:: Excerpted records

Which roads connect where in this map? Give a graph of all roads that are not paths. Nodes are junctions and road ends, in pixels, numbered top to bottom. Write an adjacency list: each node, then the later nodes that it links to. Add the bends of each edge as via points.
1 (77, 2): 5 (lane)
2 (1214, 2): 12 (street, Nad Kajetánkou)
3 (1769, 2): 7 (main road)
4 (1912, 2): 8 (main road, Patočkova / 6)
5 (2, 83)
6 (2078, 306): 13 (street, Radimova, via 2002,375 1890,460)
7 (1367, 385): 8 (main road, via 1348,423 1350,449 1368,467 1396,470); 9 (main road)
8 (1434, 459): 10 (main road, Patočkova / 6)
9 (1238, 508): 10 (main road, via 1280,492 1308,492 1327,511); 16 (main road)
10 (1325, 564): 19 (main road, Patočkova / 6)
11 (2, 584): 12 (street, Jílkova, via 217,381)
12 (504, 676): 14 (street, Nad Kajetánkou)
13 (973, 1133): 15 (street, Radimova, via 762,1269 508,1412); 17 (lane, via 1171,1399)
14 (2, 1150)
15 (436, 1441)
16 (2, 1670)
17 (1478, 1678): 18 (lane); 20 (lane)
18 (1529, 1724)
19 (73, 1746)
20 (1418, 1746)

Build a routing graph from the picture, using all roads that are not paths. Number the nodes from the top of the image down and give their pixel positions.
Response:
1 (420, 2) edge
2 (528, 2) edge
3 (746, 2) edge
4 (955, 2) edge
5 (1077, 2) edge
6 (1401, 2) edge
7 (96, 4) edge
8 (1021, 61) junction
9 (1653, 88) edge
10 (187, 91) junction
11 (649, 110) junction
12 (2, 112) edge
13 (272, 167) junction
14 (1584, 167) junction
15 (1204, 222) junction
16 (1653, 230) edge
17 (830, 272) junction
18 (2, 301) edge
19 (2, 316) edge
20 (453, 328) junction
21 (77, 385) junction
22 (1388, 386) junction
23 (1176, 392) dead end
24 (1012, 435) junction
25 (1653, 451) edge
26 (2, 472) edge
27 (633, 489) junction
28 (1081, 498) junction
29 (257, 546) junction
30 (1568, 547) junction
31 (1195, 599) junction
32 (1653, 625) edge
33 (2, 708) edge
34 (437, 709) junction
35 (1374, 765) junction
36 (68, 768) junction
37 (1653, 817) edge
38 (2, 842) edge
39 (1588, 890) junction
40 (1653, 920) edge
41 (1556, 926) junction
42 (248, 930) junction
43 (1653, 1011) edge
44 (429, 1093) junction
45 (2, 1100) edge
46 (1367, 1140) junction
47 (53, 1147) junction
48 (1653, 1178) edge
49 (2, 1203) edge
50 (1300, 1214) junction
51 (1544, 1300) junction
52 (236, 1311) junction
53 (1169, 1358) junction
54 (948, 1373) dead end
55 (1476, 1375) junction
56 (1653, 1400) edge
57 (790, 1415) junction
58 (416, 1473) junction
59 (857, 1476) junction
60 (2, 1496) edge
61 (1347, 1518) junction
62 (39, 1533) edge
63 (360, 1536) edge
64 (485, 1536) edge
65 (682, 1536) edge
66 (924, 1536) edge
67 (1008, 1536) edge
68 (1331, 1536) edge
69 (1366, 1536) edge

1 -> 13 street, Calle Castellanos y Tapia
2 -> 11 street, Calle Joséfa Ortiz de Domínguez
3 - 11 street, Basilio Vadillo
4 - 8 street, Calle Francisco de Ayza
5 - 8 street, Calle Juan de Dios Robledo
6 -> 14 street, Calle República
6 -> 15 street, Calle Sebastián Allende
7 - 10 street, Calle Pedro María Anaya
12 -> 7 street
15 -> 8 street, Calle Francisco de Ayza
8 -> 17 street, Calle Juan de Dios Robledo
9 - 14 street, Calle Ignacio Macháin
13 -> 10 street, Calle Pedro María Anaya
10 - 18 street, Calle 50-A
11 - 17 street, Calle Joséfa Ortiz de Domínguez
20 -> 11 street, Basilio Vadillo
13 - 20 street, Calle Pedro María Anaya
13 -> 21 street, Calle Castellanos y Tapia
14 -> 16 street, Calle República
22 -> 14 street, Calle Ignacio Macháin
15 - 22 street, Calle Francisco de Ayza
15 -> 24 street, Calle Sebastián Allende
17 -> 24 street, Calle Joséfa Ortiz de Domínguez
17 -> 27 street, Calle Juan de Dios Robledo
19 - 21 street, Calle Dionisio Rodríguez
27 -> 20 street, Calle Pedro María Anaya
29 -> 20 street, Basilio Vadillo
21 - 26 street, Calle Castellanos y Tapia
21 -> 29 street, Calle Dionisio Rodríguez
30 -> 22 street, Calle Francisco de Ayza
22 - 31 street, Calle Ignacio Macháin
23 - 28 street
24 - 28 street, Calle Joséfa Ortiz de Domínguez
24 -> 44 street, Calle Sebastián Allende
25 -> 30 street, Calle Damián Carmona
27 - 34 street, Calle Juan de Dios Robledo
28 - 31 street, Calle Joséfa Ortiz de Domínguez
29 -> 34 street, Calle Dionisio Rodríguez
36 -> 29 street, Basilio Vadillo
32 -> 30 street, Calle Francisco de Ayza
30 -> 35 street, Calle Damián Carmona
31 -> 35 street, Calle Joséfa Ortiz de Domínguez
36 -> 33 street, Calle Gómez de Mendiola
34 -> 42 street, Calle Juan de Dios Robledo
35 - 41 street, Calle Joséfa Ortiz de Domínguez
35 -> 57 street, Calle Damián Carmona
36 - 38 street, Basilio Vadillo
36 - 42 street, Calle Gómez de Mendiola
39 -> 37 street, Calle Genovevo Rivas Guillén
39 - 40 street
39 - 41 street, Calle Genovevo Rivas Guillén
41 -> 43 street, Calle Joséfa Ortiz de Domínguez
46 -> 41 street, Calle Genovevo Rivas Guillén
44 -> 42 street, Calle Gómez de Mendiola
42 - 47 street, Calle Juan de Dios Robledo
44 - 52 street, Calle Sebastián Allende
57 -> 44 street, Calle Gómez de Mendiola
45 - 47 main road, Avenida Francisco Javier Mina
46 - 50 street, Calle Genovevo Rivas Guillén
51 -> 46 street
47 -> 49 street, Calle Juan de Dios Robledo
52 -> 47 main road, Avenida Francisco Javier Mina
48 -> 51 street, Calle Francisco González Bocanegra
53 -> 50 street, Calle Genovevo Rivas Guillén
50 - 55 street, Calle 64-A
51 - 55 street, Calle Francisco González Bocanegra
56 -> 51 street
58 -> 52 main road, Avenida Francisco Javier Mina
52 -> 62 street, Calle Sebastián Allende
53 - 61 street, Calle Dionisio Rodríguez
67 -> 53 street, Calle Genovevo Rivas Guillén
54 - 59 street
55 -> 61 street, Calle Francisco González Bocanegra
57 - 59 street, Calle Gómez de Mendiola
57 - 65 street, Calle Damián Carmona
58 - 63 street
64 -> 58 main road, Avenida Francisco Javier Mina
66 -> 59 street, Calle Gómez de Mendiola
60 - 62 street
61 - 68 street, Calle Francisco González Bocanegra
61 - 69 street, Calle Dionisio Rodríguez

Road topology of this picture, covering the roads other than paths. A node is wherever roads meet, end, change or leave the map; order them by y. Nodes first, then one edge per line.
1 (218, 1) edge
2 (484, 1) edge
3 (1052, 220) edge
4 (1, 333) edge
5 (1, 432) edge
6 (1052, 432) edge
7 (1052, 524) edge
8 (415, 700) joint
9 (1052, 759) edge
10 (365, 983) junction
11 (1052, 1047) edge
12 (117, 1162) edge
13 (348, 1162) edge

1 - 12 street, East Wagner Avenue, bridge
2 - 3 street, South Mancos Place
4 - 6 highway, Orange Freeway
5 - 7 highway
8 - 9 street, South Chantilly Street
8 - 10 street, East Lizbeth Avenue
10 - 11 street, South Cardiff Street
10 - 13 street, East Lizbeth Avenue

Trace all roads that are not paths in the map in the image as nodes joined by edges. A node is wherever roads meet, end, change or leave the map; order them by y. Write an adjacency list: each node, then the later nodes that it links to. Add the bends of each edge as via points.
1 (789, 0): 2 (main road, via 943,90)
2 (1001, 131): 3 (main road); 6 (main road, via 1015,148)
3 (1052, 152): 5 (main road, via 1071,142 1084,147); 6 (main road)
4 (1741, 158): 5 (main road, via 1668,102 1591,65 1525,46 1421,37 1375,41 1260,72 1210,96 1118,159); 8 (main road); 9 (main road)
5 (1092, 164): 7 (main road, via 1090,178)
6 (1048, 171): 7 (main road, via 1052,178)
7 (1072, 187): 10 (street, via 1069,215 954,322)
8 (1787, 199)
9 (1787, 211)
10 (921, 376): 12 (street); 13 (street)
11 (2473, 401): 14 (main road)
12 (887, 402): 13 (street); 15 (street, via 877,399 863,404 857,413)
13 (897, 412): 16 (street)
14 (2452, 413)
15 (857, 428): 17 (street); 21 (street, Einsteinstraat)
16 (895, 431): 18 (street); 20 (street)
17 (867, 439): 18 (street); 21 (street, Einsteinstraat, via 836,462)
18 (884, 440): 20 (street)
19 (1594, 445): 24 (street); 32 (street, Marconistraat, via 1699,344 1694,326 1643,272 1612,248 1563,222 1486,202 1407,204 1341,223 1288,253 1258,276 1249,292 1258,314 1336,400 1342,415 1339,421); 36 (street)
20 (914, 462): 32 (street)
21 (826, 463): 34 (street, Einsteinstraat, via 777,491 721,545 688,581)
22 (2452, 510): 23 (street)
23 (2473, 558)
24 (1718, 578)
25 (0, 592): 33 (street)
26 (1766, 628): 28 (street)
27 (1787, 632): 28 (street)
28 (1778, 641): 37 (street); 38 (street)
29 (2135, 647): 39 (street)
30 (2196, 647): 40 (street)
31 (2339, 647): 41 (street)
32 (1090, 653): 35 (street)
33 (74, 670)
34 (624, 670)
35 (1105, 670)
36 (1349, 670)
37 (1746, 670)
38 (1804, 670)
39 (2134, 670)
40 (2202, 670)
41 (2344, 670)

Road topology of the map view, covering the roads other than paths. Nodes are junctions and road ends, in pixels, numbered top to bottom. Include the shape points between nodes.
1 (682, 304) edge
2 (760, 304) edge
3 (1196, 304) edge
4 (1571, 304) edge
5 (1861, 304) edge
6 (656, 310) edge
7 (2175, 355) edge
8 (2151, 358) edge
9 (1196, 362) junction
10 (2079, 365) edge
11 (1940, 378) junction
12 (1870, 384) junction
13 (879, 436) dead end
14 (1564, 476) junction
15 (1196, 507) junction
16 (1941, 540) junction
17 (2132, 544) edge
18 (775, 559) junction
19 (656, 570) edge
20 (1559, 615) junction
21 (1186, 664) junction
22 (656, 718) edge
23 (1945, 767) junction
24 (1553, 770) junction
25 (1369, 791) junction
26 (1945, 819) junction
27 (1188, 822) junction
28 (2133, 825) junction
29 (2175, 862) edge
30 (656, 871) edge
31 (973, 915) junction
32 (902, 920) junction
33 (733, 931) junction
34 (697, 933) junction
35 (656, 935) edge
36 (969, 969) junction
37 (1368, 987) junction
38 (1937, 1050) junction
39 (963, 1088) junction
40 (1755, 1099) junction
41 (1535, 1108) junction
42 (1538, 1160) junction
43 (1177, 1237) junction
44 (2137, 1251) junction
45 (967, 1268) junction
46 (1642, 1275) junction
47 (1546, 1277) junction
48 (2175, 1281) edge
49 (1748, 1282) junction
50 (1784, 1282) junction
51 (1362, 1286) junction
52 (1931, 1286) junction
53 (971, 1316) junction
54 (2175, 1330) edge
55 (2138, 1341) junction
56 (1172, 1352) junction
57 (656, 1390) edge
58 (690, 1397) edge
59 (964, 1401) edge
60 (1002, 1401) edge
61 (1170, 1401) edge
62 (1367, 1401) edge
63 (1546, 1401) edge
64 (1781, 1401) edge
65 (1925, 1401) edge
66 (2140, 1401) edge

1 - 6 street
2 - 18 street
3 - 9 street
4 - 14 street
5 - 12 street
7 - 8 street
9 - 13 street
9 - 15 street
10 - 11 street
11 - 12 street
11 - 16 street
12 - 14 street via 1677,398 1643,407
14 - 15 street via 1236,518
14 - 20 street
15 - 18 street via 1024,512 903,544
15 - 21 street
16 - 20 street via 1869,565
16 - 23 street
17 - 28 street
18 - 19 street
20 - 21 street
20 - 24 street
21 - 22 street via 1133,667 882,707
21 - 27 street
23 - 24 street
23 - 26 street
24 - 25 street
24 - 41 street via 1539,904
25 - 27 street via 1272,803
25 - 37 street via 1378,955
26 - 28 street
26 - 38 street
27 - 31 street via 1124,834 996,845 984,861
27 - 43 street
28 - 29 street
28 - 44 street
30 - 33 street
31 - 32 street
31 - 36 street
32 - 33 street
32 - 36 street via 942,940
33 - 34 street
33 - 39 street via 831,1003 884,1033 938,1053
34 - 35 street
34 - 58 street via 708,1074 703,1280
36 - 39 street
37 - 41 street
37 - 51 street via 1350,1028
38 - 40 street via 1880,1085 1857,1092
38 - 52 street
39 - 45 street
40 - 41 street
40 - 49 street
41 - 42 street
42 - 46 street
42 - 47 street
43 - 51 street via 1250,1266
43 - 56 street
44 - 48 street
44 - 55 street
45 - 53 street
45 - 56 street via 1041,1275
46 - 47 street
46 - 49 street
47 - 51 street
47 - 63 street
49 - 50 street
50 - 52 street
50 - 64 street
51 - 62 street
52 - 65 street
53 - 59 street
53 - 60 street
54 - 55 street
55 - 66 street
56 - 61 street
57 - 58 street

::::

◆ **Instructions for the task**
On how many lines of the data does the word "Castellanos" appear? Reply with the number alone.

◆ **Solution for this exercise**
3